ProPublica created a database documenting the remains of nearly 100,000 Native Americans in hundreds of US universities and museums that have yet to be repatriated, despite a 30-year-old law mandating their return to tribal lands and Indigenous communities. Image: Screenshot, ProPublica

A common theme to this week’s data journalism stories: education. French independent online news site Mediacités looked into social segregation in that country’s schools, Nature investigated the representation of marginalized castes in India’s academia, and Tagesspeigel examined 100 years of student housing in Germany. Our weekly NodeXL and human curation of the most popular data journalism stories on Twitter also highlights a project cataloging Native American remains that have yet to be repatriated, a report on the warming Earth, and the past literary canon in US schools.

Indigenous Remains Repatriation Project

Thirty years ago, US lawmakers passed legislation that was intended to ensure the safe return of Native American remains held in museums and research institutions across the country. But by analyzing records from 600 institutions, interviewing tribal leaders and experts, and parsing court records, ProPublica found that the remains of 100,000 Indigenous people have yet to be returned. Journalists created a database allowing readers to search for information on roughly 600 federally-funded institutions that reported having such remains, among them Harvard University, the University of California, Berkeley, and the American Museum of Natural History.

Just released today—The Repatriation Project

A database w/ the museums, educational institutions & government agencies that currently have Native American remains

I searched my tribe:

800 institutions have the remains of 2,600 of my ancestors 😕https://t.co/M9wAMuPVjR pic.twitter.com/VQltlSBM62

— CeeJay Yellow Hawk (@AdriftAlchemist) January 11, 2023

Castes Limit Diversity in Science

India has a long history of caste discrimination. According to research by Ankur Paliwal in the journal Nature, the gap between privileged and marginalized castes in academia remains significant, despite the introduction of policies to uplift neglected groups. His findings show that the under-representation of castes, such as Dalit and Adivasi, worsen with every tier of education from the undergraduate to PhD level. The data also shows that a majority of research funding is usually channeled to scholars from privileged castes or groups.

For months I collected data about the representation of Dalit, Adivasi and OBC students and researchers at various levels of academia in some of the elite universities in India.

The results were stark. That story for @Nature in 6 charts.
🧵1/nhttps://t.co/LSOyBfeFaL

— Ankur Paliwal (@Ankur_pali) January 12, 2023

Disparities in French Education

Universities in France experience vastly different levels of social segregation despite being situated only kilometers apart, per this data story from French online news site Mediacités.
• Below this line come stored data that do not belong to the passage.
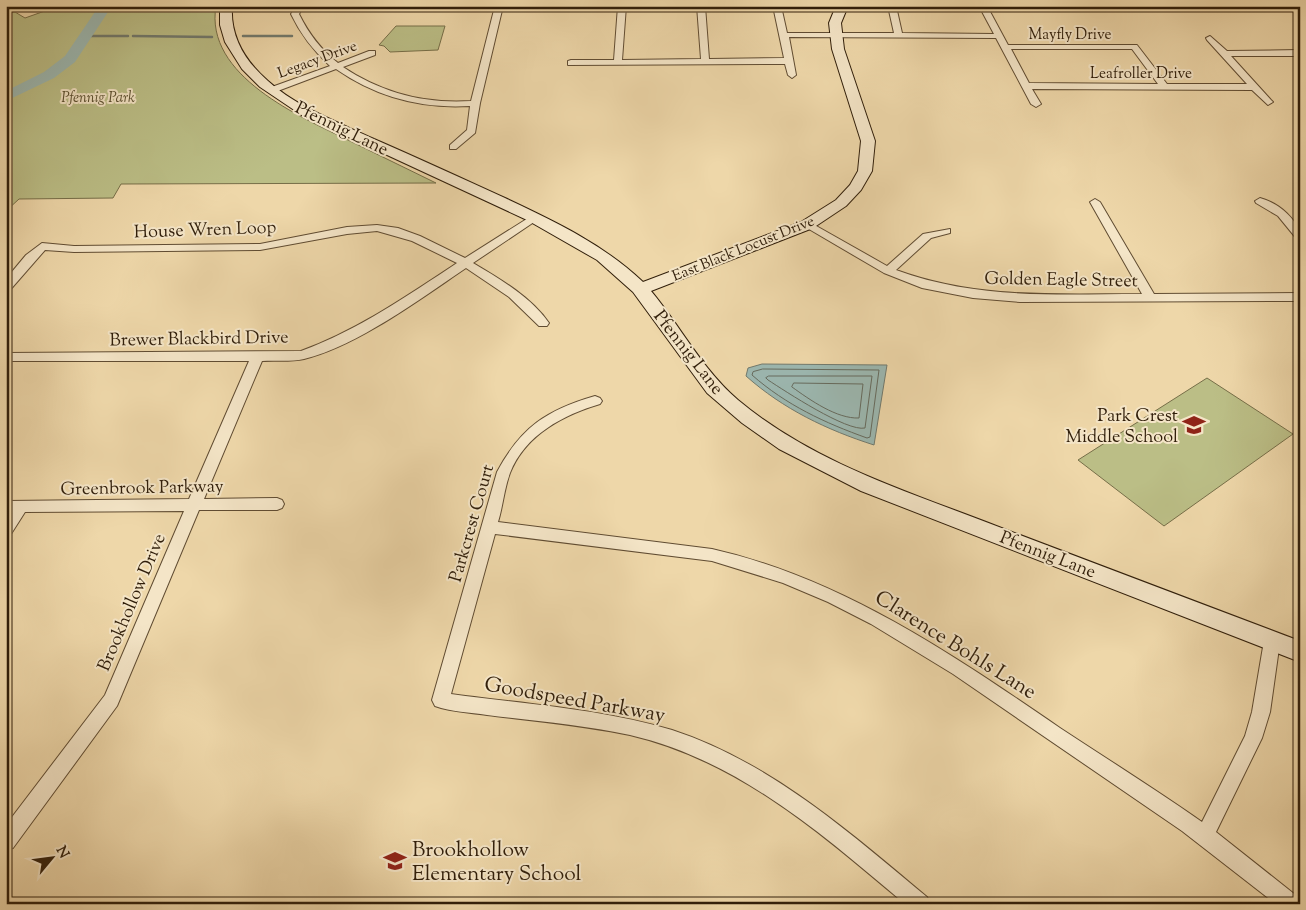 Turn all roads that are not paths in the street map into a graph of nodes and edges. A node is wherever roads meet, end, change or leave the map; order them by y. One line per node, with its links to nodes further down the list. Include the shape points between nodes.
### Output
1 (226, 6): 28 (street, Pfennig Lane, via 226,23 235,50 252,73)
2 (499, 6): 30 (street)
3 (622, 6): 20 (street)
4 (701, 6): 21 (street)
5 (777, 6): 10 (street)
6 (842, 6): 11 (street, East Black Locust Drive, via 835,23)
7 (892, 6): 12 (street)
8 (982, 6): 13 (street)
9 (302, 7): 23 (street, via 295,14 301,29 315,47)
10 (784, 35): 11 (street); 19 (street)
11 (835, 36): 12 (street); 36 (street, East Black Locust Drive, via 868,141 868,156 865,171 856,187 841,203)
12 (900, 36): 13 (street)
13 (999, 36): 15 (street)
14 (1210, 38): 18 (street)
15 (1005, 47): 25 (street); 26 (street, Mayfly Drive, via 1134,48)
16 (372, 53): 23 (street, Legacy Drive)
17 (1300, 53): 18 (street)
18 (1224, 54): 27 (street)
19 (790, 61): 21 (street); 24 (street)
20 (618, 62): 21 (street); 22 (street)
21 (705, 62)
22 (571, 63)
23 (337, 66): 28 (street, Legacy Drive); 30 (street, via 367,84 413,100 435,104)
24 (792, 76)
25 (1027, 86): 26 (street, Leafroller Drive); 31 (street)
26 (1164, 86): 27 (street, Leafroller Drive)
27 (1254, 87): 29 (street)
28 (272, 90): 35 (street, Pfennig Lane, via 322,120)
29 (1268, 102)
30 (475, 104): 32 (street, via 472,131)
31 (1036, 104)
32 (452, 146)
33 (1260, 201): 38 (street, via 1282,214)
34 (1094, 202): 43 (street)
35 (533, 218): 39 (street, Brewer Blackbird Drive); 42 (street, Pfennig Lane, via 596,252)
36 (807, 224): 40 (street, Golden Eagle Street); 42 (street, East Black Locust Drive)
37 (946, 231): 40 (street, via 927,236)
38 (1300, 236)
39 (465, 263): 41 (street, House Wren Loop, via 393,230 365,228 280,246 74,249 42,246); 45 (street, House Wren Loop, via 529,306); 47 (street, Brewer Blackbird Drive, via 384,317 327,346 302,355)
40 (888, 270): 43 (street, Golden Eagle Street, via 948,290 998,297)
41 (6, 287)
42 (640, 289): 54 (street, Pfennig Lane, via 714,387 748,418 800,452 868,485)
43 (1150, 297): 44 (street, Golden Eagle Street)
44 (1300, 297)
45 (544, 323)
46 (6, 357): 47 (street, Brewer Blackbird Drive)
47 (256, 357): 50 (street, Brookhollow Drive)
48 (594, 401): 52 (street, Parkcrest Court, via 558,412 530,435 506,467 496,493)
49 (278, 504): 50 (street, Greenbrook Parkway)
50 (195, 505): 51 (street, Greenbrook Parkway); 58 (street, Brookhollow Drive, via 111,700)
51 (13, 507): 53 (street)
52 (489, 527): 56 (street, Parkcrest Court); 57 (street, Clarence Bohls Lane, via 701,552 785,576 820,591 878,619 936,653)
53 (6, 530)
54 (1272, 641): 55 (street, Pfennig Lane); 57 (street, via 1261,712 1253,738)
55 (1300, 652)
56 (441, 700): 59 (street, Goodspeed Parkway, via 629,727 658,733 712,754 768,783 794,801)
57 (1205, 835): 60 (street, Clarence Bohls Lane)
58 (6, 841)
59 (920, 904)
60 (1291, 904) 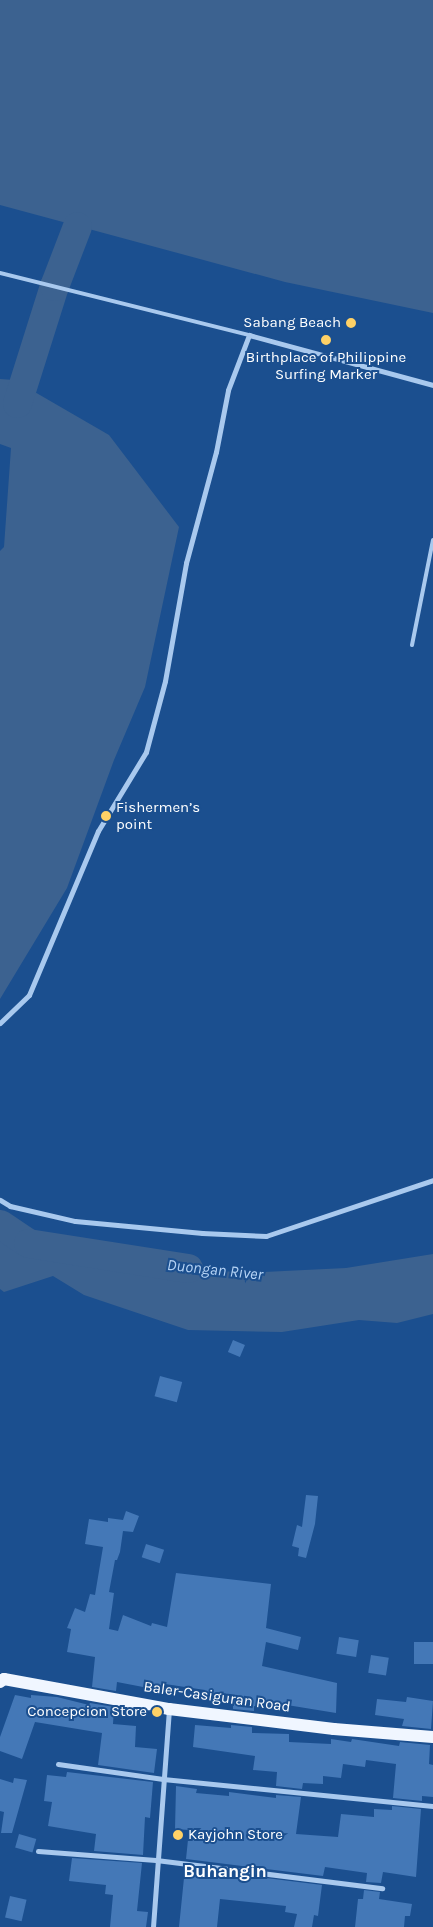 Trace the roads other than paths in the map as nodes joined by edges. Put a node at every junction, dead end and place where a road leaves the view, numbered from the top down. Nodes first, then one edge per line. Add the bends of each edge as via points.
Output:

It dug into the figures to investigate the extent of this problem. For example, the proportion of students in the northern city of Lille who have unemployed parents in Simone de Beauvoir school (23.5%) is more than three times higher than those from the Arthur Rimbaud school (6.9%), which is less than two miles away. Another investigation on the same topic worth a look: Le Monde’s Les Décodeurs examined the disparities between private and public French schools, including the amount of state funding received, teaching hours, and student-to-teacher ratios.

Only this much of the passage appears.